Browning the meat first gives a really good flavour and seals in the juices. It needs to be well browned on a very high heat so that it forms a slight crust. Don’t put too much meat into the pan at once or it will just steam and not brown as you want it to. Once the meat is browned I remove it from the pan and then add the vegetables. Don’t use a clean pan – you want all the flavour from the meat!
Meat on the bone is really good for casseroles as you get all the additional flavour from the bones. I wouldn’t make a chicken casserole with chicken off the bone as there isn’t as much flavour as with other meats, such as beef.
Cheaper, less tender, cuts of meat such as shin of beef and neck of lamb work best in casseroles as they suit long, slow cooking and have a lot of flavour.
Chopped bacon can be a great addition; sautéed after the meat is browned and removed.
I don’t always add flour but it does thicken the casserole nicely. I either roll the meat in seasoned flour before browning the meat or add a tablespoon or two to the casserole before the liquid goes in.
My casseroles always have an onion base, often with carrot and celery. These are sautéed until soft after the meat has been browned and removed and before the liquid is added. I sometimes add crushed garlic which gives another note and depth that I find is particularly good with beef. Other vegetables that often find their way into my casseroles are shallots, leeks, parsnips, butternut squash, new potatoes and mushrooms.
Herbs and Seasoning
I find dried herbs work fine in casseroles, despite what the purists may say. In fact dried herbs seem to give a deeper note, but of course fresh are good too. I personally tend to stick to thyme, oregano or rosemary. Bay leaves are great too, but remember to remove them at the end of the cooking time!

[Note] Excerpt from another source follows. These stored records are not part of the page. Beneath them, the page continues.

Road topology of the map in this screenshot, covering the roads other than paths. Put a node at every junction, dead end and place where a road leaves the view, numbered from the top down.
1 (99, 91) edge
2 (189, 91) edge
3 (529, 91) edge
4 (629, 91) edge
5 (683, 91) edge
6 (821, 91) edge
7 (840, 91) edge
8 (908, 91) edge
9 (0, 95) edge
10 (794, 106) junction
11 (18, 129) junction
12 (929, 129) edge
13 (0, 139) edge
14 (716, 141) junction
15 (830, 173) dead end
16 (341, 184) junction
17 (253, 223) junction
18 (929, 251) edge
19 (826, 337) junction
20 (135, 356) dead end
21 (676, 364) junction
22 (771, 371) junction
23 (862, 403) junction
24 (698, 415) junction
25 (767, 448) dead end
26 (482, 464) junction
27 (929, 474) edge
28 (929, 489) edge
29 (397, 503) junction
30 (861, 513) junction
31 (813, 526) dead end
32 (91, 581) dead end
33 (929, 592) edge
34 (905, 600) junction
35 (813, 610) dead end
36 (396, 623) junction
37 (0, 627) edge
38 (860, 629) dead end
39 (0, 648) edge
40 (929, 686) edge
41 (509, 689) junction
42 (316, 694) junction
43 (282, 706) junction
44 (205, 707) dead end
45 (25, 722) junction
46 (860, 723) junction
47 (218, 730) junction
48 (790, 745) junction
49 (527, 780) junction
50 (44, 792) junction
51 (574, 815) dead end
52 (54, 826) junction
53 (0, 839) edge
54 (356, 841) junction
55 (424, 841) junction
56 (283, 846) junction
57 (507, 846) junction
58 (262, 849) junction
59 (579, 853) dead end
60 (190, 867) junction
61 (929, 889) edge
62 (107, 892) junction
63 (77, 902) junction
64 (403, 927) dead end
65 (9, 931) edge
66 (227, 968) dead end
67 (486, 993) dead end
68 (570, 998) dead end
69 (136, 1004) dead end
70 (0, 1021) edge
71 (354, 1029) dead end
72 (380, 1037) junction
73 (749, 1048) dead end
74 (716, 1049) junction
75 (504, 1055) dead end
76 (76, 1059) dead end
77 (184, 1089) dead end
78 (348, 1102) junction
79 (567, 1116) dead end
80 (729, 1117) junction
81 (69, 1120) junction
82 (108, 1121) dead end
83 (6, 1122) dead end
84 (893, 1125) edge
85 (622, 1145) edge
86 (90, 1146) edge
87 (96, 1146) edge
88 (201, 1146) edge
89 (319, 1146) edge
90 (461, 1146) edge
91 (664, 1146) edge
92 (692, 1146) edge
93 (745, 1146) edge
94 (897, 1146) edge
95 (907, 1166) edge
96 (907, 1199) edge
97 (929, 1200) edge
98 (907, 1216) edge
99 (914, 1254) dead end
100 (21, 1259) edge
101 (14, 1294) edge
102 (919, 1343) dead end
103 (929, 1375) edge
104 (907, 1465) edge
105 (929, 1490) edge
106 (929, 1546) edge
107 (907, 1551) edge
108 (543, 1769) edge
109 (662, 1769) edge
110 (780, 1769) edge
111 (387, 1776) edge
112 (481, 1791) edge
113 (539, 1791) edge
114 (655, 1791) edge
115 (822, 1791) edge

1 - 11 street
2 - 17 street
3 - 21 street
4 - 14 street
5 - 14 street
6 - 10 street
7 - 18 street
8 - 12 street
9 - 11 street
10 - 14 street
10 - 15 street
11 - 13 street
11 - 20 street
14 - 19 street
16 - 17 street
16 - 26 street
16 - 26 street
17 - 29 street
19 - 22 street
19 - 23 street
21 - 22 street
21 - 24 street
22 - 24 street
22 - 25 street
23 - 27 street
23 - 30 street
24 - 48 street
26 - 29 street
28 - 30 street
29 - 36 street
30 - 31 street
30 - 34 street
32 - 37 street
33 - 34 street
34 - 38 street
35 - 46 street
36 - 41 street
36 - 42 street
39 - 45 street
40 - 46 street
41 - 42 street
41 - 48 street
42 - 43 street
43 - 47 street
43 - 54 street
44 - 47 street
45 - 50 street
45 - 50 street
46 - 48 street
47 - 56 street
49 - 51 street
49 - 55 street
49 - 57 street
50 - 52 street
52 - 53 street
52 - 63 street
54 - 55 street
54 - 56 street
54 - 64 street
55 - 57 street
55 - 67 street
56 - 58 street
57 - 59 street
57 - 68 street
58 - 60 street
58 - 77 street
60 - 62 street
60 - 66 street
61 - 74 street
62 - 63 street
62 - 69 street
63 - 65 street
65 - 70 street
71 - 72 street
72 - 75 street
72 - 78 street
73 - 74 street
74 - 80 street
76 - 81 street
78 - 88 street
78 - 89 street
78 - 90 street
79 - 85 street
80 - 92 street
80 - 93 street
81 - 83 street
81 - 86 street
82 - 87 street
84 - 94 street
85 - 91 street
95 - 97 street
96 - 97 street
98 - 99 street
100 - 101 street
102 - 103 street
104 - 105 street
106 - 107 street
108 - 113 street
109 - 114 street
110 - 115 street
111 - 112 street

Season when your liquids have gone in and check again at the end of the cooking time once the flavours have developed and the liquid has reduced. Be careful with salt particularly if you’ve added bacon or have a fairly salty stock.
Pulses such as chickpeas or lentils make the casserole a full-on, hearty meal.
Once the base vegetables are sautéed it’s time for good stock and any other liquids you want to add. I turn the heat up and deglaze the pan with alcohol or just the stock. The meat goes back in at this stage. Sometimes a tin of chopped tomatoes will go in, worcester sauce, tomato puree, beer, guiness, madeira, marsala or wine. There really is no set rule for casseroles, just go with your taste buds. Talking of which, I taste at this stage, once everything has been added to the casserole and the liquid has been brought to a boil, and I add more of this or that as I want.
Once the liquid is added bring it to the boil on the hob then put a lid on and put it in the oven to simmer slowly for a good couple of hours on a low to medium heat.
Sometimes the liquid will need reducing before serving, to thicken it and deepen the flavour. I take the lid off and either put the dish back in the oven or on the hob on to simmer and reduce until I’m happy with the consistency and flavour. I check the seasoning at this point and adjust it if necessary.